*Raw data*.
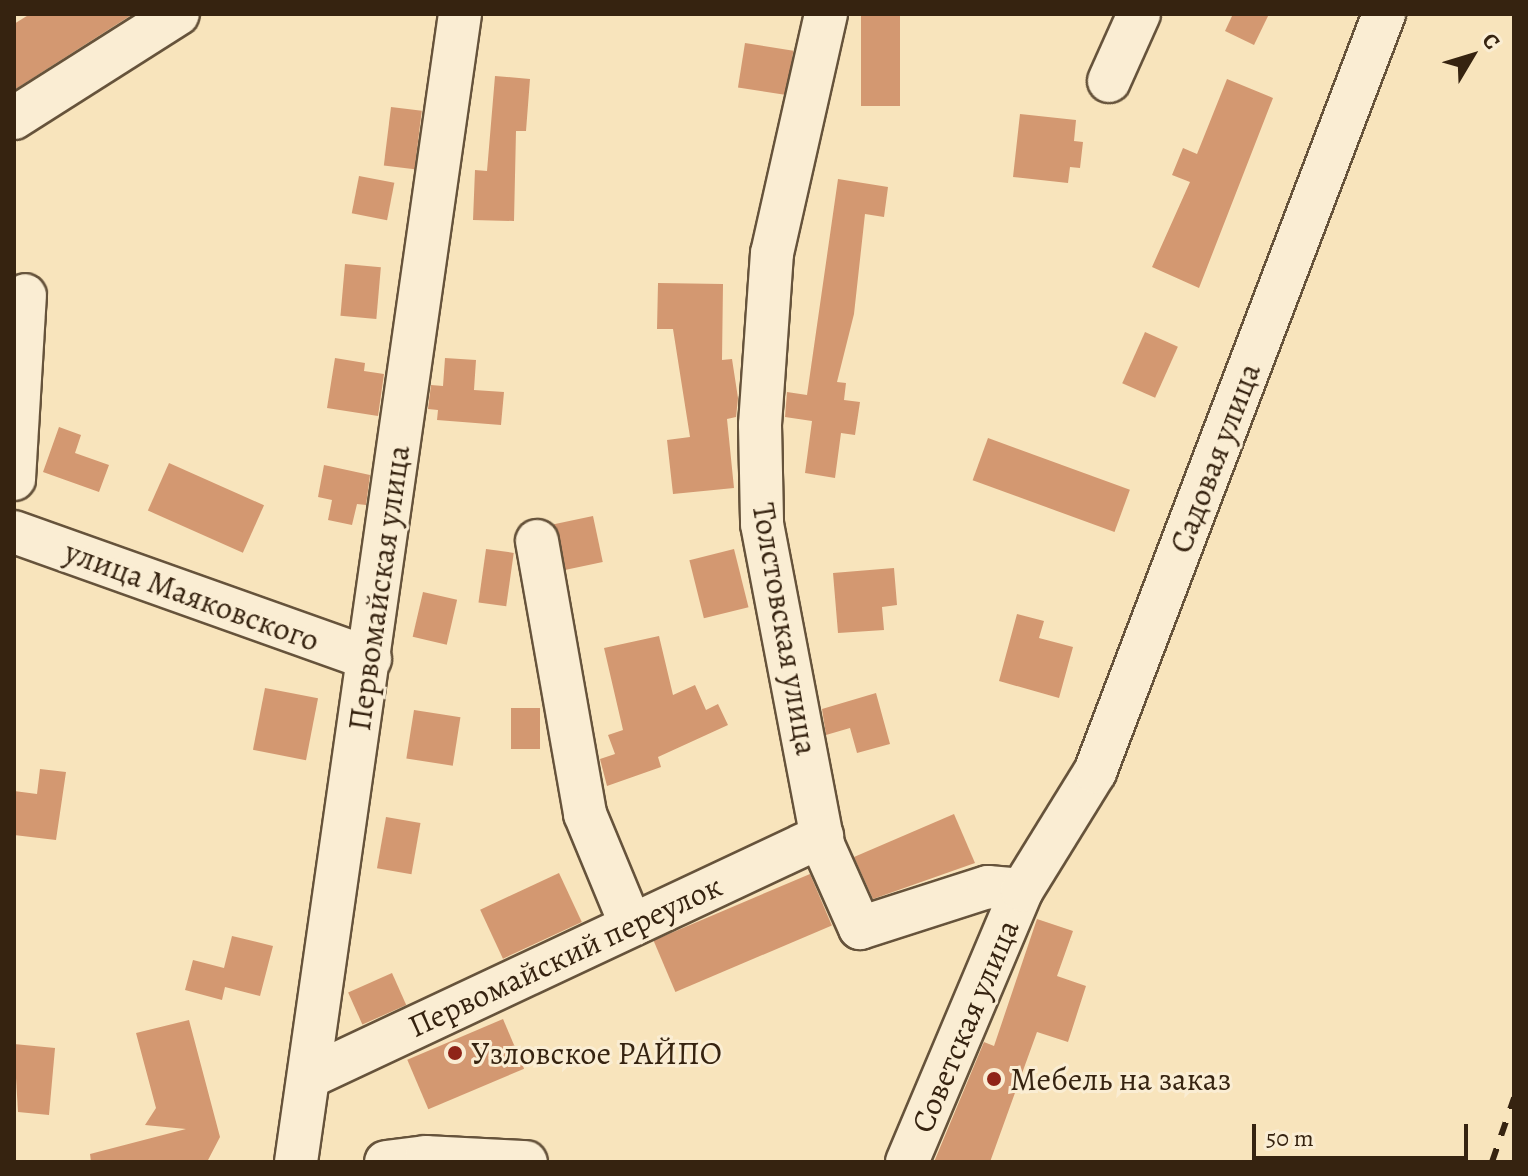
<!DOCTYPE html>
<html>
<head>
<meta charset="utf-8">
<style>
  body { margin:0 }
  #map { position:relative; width:1528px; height:1176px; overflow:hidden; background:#f8e4bc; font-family:Alegreya,serif }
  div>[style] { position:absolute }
  .building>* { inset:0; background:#d39871; transform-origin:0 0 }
  .roads { filter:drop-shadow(2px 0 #66533b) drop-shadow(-2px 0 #66533b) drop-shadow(0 2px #66533b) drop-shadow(0 -2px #66533b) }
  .minor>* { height:42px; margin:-21px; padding:0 21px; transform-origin:21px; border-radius:21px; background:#faedd3 }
  .rail>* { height:6px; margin-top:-3px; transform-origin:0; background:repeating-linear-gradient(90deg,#362310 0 14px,transparent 0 28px) }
  .dots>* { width:22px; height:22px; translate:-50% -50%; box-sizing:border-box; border:4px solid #faedd3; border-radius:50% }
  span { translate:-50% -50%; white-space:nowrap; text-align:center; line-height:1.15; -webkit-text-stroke:6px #faedd3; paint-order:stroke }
  .street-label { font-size:32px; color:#362310 }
  .poi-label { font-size:32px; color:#362310 }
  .left { translate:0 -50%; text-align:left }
  .frame { position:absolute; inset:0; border:16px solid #362310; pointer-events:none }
  .north { position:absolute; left:1432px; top:16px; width:80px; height:80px; -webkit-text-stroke:6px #faedd3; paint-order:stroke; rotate:52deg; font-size:22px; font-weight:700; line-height:32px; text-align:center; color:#362310 }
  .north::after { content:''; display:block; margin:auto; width:28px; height:36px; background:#362310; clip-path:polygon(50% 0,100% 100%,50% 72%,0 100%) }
  .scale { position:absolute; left:1252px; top:1124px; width:216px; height:36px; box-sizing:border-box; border:4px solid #362310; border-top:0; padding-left:10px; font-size:24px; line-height:28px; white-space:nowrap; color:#362310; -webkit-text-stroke:6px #faedd3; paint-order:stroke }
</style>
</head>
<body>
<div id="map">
  <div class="building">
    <i style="clip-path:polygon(30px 14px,133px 14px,14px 90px,14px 24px)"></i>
    <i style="left:861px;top:14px;width:39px;height:92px"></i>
    <i style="clip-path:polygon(1233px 14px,1269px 14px,1254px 45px,1225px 31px)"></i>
    <i style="left:745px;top:43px;width:49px;height:45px;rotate:9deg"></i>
    <i style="clip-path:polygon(495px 76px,530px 79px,526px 131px,516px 131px,514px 221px,473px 220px,475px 170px,487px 171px)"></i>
    <i style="clip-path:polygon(1227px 79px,1273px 98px,1199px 288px,1152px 267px,1190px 182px,1172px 175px,1183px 148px,1197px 154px)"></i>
    <i style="left:391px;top:107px;width:31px;height:59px;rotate:7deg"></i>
    <i style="clip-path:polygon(1020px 114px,1076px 120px,1074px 141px,1083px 142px,1080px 168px,1070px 167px,1068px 183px,1013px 177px)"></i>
    <i style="left:359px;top:176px;width:36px;height:38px;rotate:11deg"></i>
    <i style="clip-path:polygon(838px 179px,888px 187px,884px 217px,865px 214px,854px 314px,837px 382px,846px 383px,844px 400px,860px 402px,855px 435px,841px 433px,835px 478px,805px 473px,812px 421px,785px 417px,787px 392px,807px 395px)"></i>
    <i style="left:345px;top:264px;width:36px;height:52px;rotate:5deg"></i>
    <i style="clip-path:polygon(658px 283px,723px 284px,722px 360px,732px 359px,738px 398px,736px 417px,727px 419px,734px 488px,673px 494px,667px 440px,690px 437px,673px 329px,657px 329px)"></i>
    <i style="left:1145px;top:332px;width:36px;height:56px;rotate:24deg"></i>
    <i style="clip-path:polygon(335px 358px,365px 363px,364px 371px,384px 374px,378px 416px,327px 408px)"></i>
    <i style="clip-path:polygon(445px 358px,476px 360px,474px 390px,504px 392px,501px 425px,437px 420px,438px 410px,428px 409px,431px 385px,443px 386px)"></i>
    <i style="clip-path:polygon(59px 427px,81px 435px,75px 453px,109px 465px,99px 492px,43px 472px)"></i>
    <i style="left:988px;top:438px;width:151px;height:45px;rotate:20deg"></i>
    <i style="left:169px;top:463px;width:104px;height:52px;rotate:24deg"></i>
    <i style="clip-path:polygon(324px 465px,370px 475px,366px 505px,357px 504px,352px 525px,328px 520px,332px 500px,318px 497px)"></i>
    <i style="left:593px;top:516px;width:47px;height:40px;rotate:78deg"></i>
    <i style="left:486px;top:549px;width:28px;height:54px;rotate:8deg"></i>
    <i style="left:734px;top:549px;width:60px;height:46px;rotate:76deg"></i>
    <i style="clip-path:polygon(894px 568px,897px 605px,882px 607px,884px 630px,838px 633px,833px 573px)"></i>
    <i style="left:423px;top:592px;width:35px;height:46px;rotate:13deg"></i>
    <i style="clip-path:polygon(1017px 614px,1044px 621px,1039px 638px,1073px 647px,1059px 698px,999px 681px)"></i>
    <i style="clip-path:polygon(659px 636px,673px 695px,695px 685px,706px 710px,718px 704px,728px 725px,658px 757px,661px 767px,607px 786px,600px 759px,615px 754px,608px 735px,623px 730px,604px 648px)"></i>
    <i style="left:265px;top:688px;width:54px;height:63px;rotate:11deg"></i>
    <i style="clip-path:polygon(876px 693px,890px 744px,857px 753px,850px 728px,826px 735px,822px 709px)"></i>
    <i style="left:511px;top:708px;width:29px;height:41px"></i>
    <i style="left:414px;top:710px;width:47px;height:49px;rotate:9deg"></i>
    <i style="clip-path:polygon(40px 769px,66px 772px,56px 840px,14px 835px,14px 791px,37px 794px)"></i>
    <i style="clip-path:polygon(954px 814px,975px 863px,873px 899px,854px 857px)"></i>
    <i style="left:386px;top:817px;width:35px;height:52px;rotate:10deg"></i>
    <i style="left:559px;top:873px;width:54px;height:87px;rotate:65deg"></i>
    <i style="left:810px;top:874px;width:56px;height:170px;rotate:67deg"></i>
    <i style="clip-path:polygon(1037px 919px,1073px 931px,1057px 976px,1086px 986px,1068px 1042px,1037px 1032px,990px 1162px,934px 1162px,984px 1042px,994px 1046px)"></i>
    <i style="clip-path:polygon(232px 936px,273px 946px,260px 996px,225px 987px,222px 1000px,185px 990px,193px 960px,224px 968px)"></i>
    <i style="left:392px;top:973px;width:35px;height:48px;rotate:66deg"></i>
    <i style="left:503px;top:1019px;width:54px;height:104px;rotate:67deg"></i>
    <i style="clip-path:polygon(189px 1020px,220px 1137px,207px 1162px,91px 1162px,90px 1154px,186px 1129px,145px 1125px,156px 1108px,136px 1033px)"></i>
    <i style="clip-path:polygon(14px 1044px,55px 1048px,49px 1115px,18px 1112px)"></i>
  </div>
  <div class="roads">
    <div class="minor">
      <i style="left:826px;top:14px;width:245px;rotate:102.7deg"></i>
      <i style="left:772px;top:253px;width:172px;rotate:94deg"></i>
      <i style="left:760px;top:425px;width:99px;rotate:88.8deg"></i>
      <i style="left:762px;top:524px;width:327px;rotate:79.2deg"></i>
      <i style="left:823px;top:845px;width:91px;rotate:66deg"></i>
      <i style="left:860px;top:928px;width:134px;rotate:-17.8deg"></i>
      <i style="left:988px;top:887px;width:34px;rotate:5deg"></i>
      <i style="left:1109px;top:81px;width:73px;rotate:-65.9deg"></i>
      <i style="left:14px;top:118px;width:194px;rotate:-32.4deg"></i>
      <i style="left:14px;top:479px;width:184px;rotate:-86.6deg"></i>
      <i style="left:14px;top:532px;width:378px;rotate:19.6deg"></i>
      <i style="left:537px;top:541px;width:277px;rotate:80deg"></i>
      <i style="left:585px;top:814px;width:120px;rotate:67.5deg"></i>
      <i style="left:309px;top:1077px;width:567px;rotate:-25.16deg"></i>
      <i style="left:296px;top:1162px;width:1160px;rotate:-81.87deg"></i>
      <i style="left:386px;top:1162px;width:40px;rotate:-7.1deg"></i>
      <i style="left:426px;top:1157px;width:100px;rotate:2.9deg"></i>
      <i style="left:907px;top:1162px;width:295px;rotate:-67.1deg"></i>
      <i style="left:1022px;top:890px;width:139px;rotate:-58.3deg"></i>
      <i style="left:1095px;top:772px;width:811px;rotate:-69.13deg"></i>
    </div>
  </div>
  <div class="rail">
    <i style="left:1492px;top:1162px;width:68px;rotate:-71deg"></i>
  </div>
  <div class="dots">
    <i style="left:455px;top:1053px;background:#8f2418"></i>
    <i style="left:994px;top:1079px;background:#8f2418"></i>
  </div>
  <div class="street-label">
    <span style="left:1215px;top:458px;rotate:-69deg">Садовая улица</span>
    <span style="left:379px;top:588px;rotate:-82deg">Первомайская улица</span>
    <span style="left:192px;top:596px;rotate:20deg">улица Маяковского</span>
    <span style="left:785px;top:629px;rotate:80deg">Толстовская улица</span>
    <span style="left:565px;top:956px;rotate:-25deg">Первомайский переулок</span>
    <span style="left:965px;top:1026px;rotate:-67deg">Советская улица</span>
  </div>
  <div class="poi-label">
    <span class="left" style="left:471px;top:1053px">Узловское РАЙПО</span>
    <span class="left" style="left:1010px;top:1079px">Мебель на заказ</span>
  </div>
  <div class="frame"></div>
  <div class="north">С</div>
  <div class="scale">50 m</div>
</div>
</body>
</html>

*Exercise objective*. Beginning at the first line of the listing, print each line exactly until and including the one that has "filter:drop-shadow(2px 0 #66533b)"; skip pictures.

*Solution to this task*.
<!DOCTYPE html>
<html>
<head>
<meta charset="utf-8">
<style>
  body { margin:0 }
  #map { position:relative; width:1528px; height:1176px; overflow:hidden; background:#f8e4bc; font-family:Alegreya,serif }
  div>[style] { position:absolute }
  .building>* { inset:0; background:#d39871; transform-origin:0 0 }
  .roads { filter:drop-shadow(2px 0 #66533b) drop-shadow(-2px 0 #66533b) drop-shadow(0 2px #66533b) drop-shadow(0 -2px #66533b) }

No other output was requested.